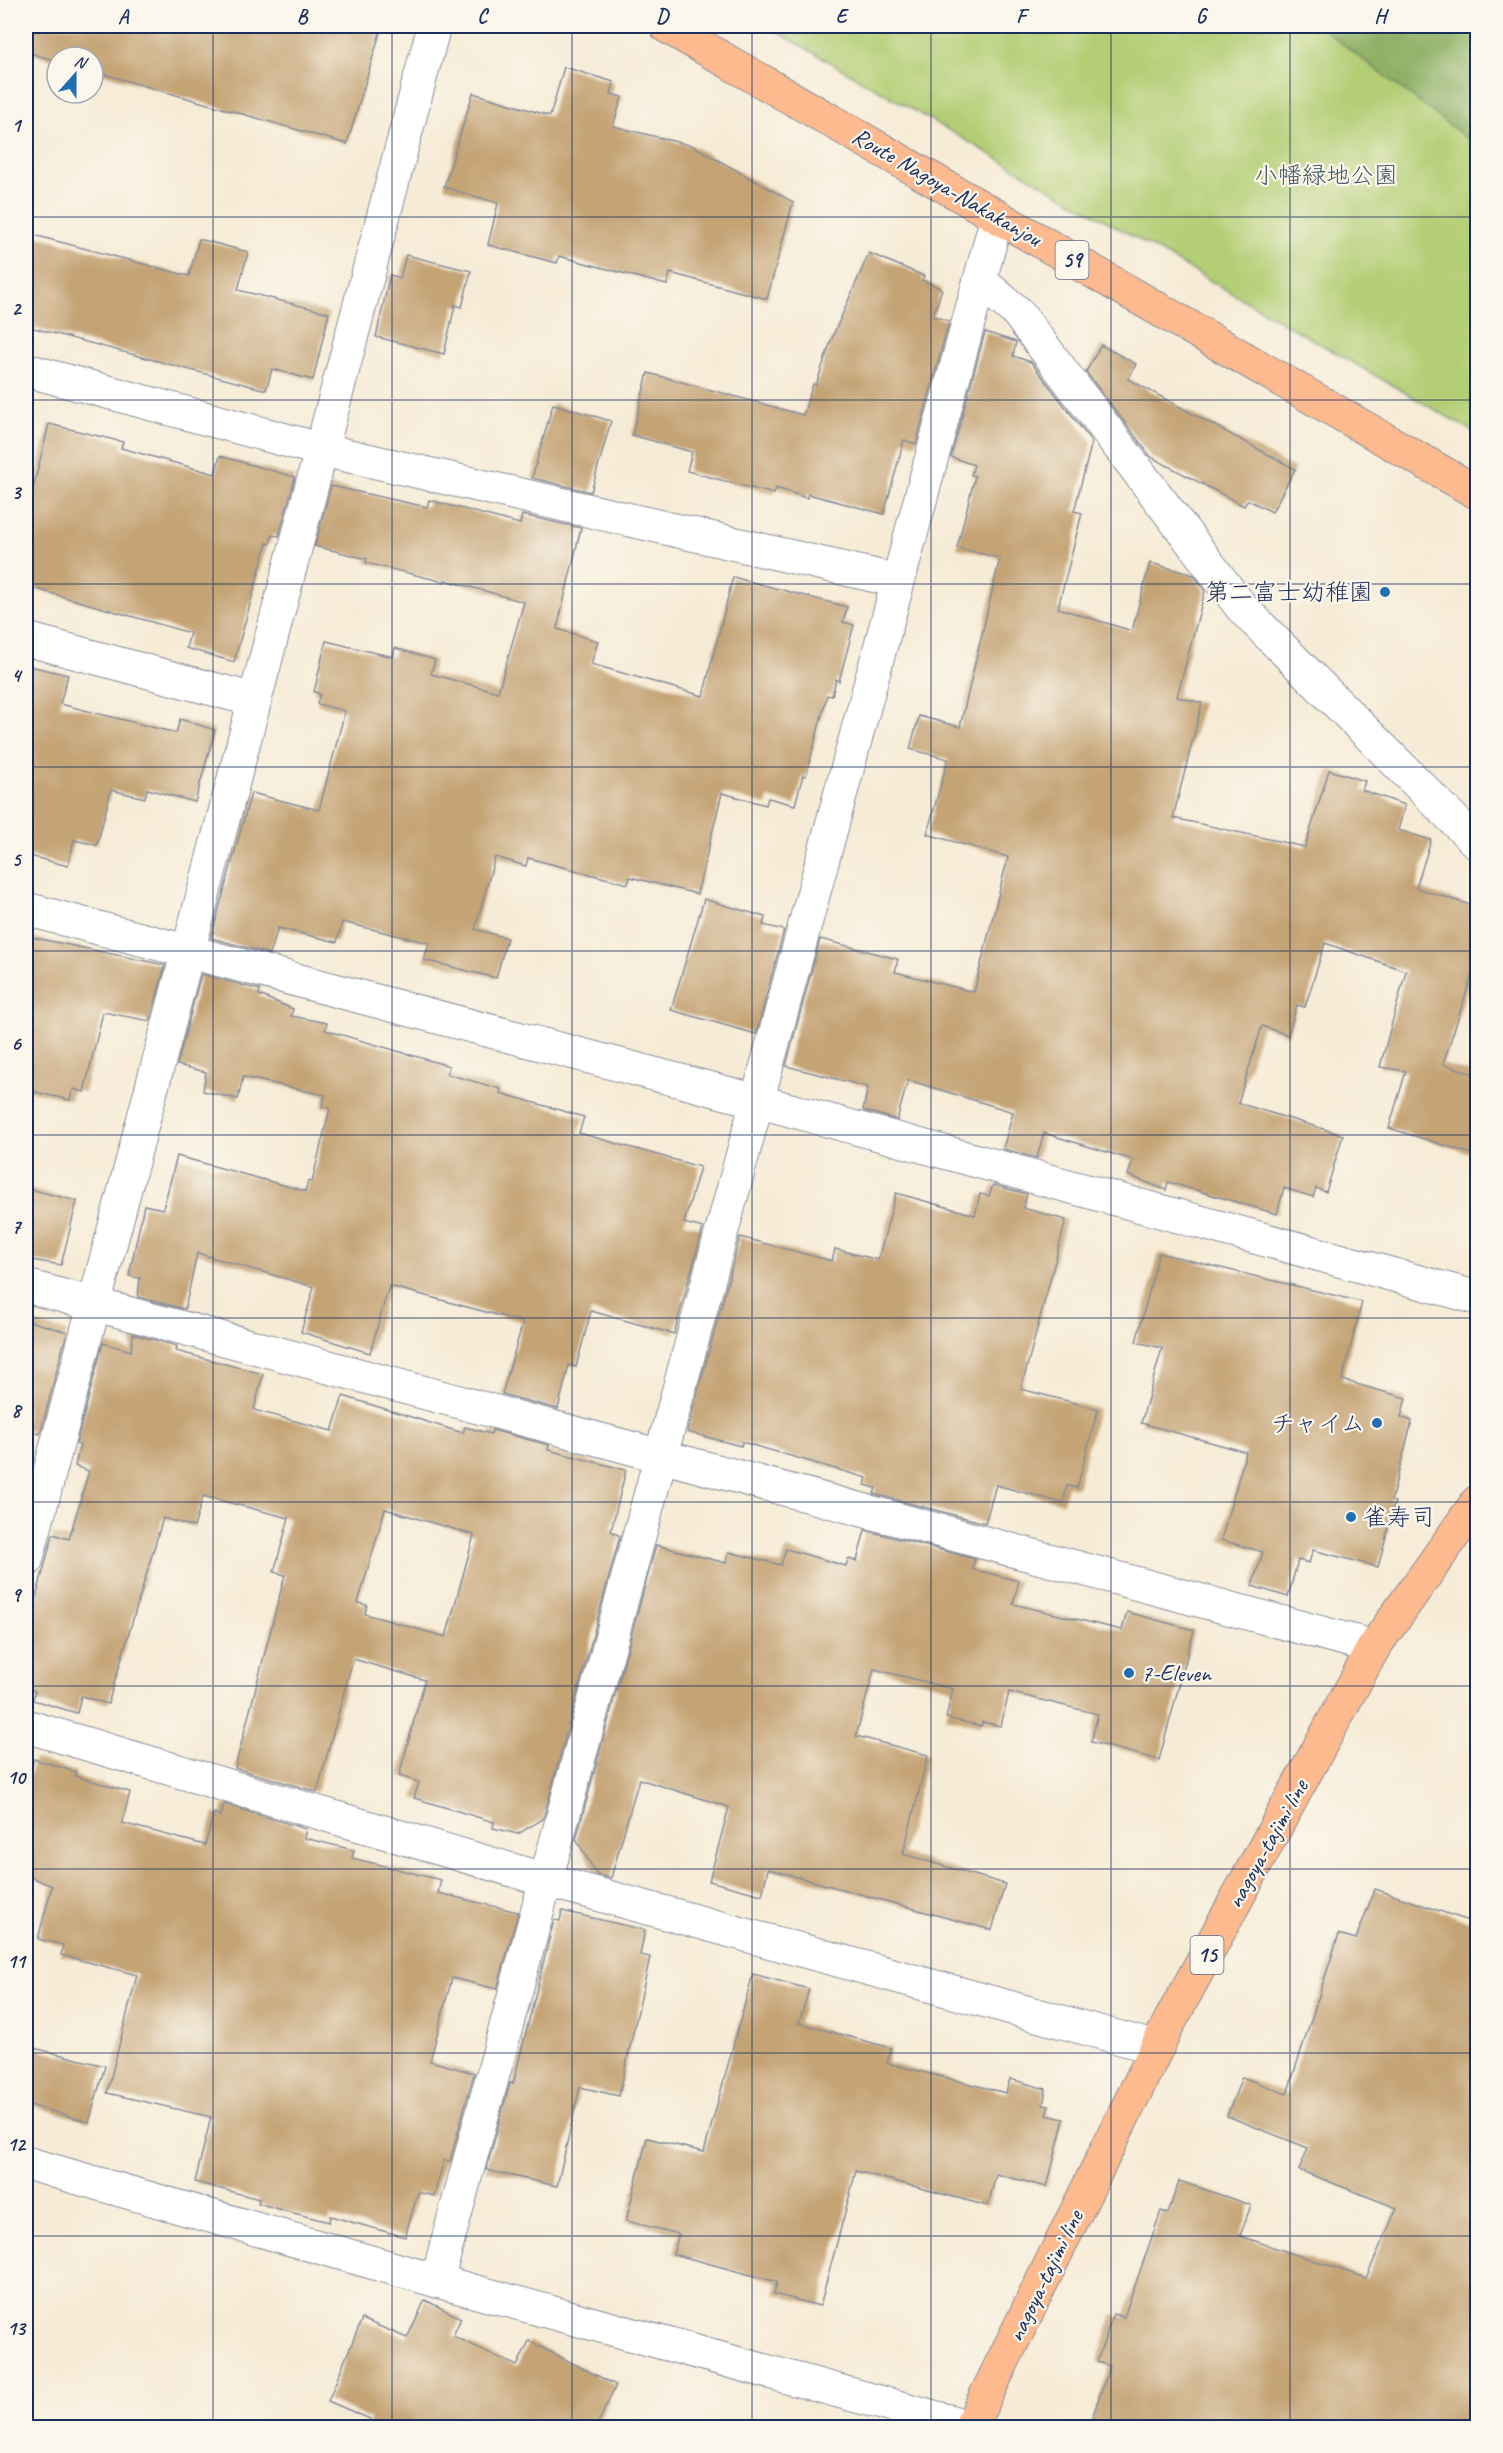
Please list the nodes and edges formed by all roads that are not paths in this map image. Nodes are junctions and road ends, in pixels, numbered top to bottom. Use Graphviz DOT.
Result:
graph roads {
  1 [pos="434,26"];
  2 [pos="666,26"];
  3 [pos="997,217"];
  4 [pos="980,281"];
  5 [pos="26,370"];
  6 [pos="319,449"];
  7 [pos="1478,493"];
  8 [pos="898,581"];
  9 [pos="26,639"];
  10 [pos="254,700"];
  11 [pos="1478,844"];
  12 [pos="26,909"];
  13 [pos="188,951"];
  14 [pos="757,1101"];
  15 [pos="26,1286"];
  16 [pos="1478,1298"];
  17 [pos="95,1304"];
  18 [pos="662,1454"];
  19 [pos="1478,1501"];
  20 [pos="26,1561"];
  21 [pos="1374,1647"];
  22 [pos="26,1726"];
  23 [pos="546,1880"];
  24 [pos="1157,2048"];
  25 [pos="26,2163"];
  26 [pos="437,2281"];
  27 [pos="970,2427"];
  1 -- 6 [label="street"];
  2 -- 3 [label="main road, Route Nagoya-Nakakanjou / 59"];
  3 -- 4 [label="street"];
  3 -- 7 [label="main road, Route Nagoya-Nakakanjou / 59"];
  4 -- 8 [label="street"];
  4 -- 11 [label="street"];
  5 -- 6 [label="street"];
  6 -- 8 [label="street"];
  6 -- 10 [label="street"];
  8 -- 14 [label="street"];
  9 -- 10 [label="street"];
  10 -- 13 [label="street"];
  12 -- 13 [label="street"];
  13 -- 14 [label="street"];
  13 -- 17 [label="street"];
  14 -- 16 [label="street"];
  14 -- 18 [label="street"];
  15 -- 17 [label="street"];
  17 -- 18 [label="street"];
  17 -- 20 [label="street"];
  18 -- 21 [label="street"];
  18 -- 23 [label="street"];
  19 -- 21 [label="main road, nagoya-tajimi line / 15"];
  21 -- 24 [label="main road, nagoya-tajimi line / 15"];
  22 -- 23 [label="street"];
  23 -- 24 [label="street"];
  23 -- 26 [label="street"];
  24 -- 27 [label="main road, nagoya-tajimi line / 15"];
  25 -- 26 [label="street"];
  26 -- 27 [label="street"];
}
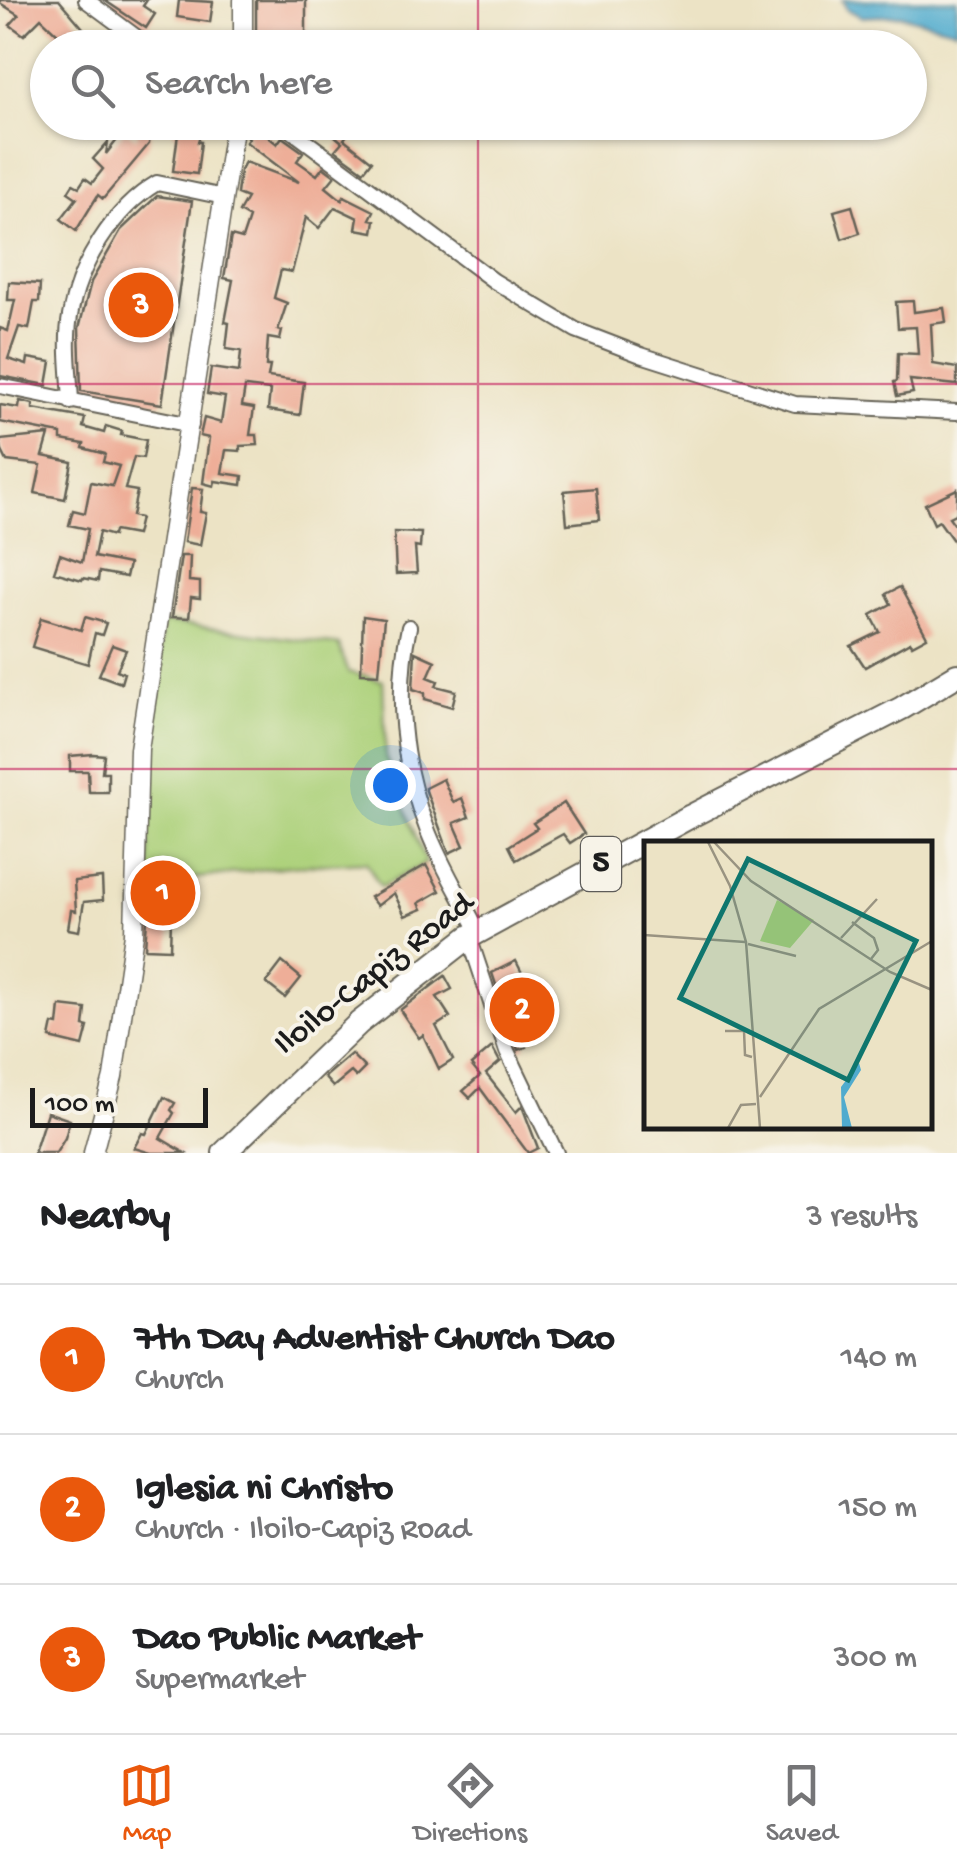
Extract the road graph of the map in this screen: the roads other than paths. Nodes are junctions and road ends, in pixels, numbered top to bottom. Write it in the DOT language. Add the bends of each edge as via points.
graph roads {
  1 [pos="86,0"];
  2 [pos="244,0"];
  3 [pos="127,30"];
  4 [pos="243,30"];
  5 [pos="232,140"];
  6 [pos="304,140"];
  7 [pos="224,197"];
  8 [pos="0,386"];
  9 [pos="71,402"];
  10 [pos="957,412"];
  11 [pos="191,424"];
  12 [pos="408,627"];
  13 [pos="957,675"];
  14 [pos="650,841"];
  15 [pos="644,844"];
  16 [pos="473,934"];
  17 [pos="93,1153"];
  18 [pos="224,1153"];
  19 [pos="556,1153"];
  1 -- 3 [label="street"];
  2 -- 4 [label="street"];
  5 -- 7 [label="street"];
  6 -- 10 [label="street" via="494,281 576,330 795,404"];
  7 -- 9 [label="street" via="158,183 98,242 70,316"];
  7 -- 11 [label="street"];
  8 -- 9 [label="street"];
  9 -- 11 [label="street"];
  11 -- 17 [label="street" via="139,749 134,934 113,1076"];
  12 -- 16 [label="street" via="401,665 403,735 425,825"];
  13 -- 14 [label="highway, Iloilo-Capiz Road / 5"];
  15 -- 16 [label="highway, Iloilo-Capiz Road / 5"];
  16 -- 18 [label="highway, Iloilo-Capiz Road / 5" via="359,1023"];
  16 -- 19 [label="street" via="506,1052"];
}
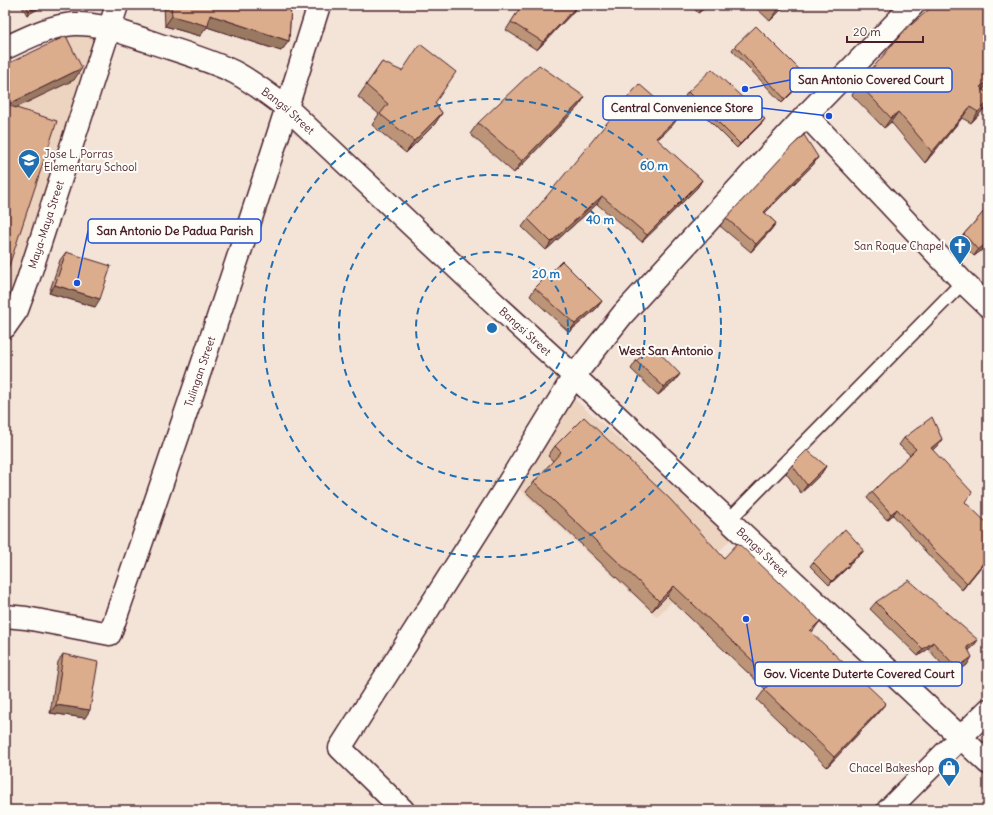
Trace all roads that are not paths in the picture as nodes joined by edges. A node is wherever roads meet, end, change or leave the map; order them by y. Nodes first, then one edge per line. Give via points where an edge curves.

=== BRIEF ===
Scan the listing above, and wherever a line holds the word "that", copy it.

=== RESULT OF THE EXERCISE ===
Please list the nodes and edges formed by all roads that are not paths in this map image. Nodes are junctions and road ends, in pixels, numbered top to bottom. Use Graphviz DOT.
Trace all roads that are not paths in the picture as nodes joined by edges. A node is wherever roads meet, end, change or leave the map; order them by y. Nodes first, then one edge per line. Give via points where an edge curves.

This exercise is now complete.